SUPPLIED INFORMATION below:

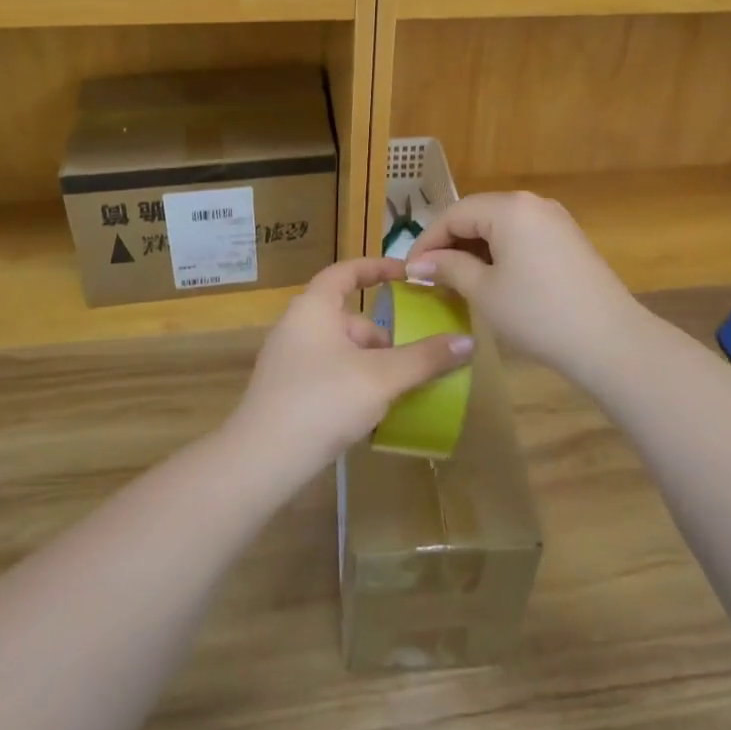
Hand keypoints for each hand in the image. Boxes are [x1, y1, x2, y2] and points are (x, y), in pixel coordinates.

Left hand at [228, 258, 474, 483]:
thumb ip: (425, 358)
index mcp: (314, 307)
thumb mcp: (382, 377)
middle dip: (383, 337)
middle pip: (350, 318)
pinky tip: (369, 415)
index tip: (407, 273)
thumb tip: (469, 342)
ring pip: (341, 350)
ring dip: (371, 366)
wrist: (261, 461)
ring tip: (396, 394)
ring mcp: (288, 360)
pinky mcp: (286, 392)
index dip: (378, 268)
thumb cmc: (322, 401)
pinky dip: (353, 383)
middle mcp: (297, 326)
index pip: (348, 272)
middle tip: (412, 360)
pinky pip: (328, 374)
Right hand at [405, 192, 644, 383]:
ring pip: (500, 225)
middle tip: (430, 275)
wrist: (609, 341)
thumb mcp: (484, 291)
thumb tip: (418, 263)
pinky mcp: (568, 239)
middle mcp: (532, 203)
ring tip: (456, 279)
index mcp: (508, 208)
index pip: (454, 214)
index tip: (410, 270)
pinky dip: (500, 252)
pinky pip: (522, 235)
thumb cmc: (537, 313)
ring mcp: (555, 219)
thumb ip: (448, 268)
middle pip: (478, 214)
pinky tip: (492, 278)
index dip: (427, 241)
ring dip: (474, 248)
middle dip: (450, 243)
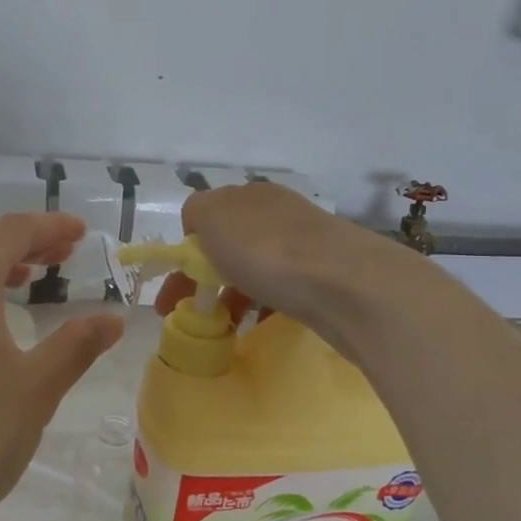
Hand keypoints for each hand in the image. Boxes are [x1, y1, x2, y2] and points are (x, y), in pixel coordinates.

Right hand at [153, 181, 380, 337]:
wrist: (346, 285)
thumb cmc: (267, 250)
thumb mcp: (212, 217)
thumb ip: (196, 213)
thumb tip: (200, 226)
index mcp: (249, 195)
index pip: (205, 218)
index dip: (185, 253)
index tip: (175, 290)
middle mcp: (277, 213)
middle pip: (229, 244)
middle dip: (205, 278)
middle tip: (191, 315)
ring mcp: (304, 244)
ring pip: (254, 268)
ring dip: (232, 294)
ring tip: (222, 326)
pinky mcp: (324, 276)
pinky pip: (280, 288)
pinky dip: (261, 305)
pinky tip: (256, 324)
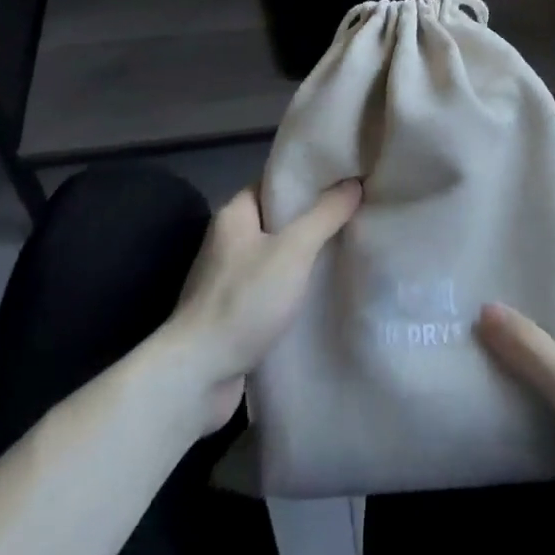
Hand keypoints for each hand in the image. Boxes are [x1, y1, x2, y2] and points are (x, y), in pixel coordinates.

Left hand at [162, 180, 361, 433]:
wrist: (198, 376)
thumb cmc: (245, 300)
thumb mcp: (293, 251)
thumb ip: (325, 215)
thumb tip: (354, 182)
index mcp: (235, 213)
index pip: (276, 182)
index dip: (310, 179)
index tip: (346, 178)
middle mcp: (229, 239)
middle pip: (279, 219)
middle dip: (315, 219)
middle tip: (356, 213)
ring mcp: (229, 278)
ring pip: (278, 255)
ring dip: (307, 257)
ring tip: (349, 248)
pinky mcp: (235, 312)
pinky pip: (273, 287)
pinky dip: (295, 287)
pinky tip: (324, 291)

End of SUPPLIED INFORMATION.

• **BRIEF**
Search the data for the word "hand" and copy each line where it appears.

• **SOLUTION BELOW**
Hand keypoints for each hand in the image. Boxes are [x1, y1, x2, y2] and points are (x, y), in pixel coordinates.
Left hand at [228, 258, 474, 483]:
Right hand at [405, 192, 644, 383]:
Hand keypoints for each hand in the image. Boxes are [x1, y1, x2, y2] and points are (x, y), in pixel coordinates.
Right hand at [153, 181, 380, 337]:
Hand keypoints for each hand in the image. Boxes are [x1, y1, x2, y2] and points are (x, y), in pixel coordinates.
Left hand at [162, 180, 361, 433]:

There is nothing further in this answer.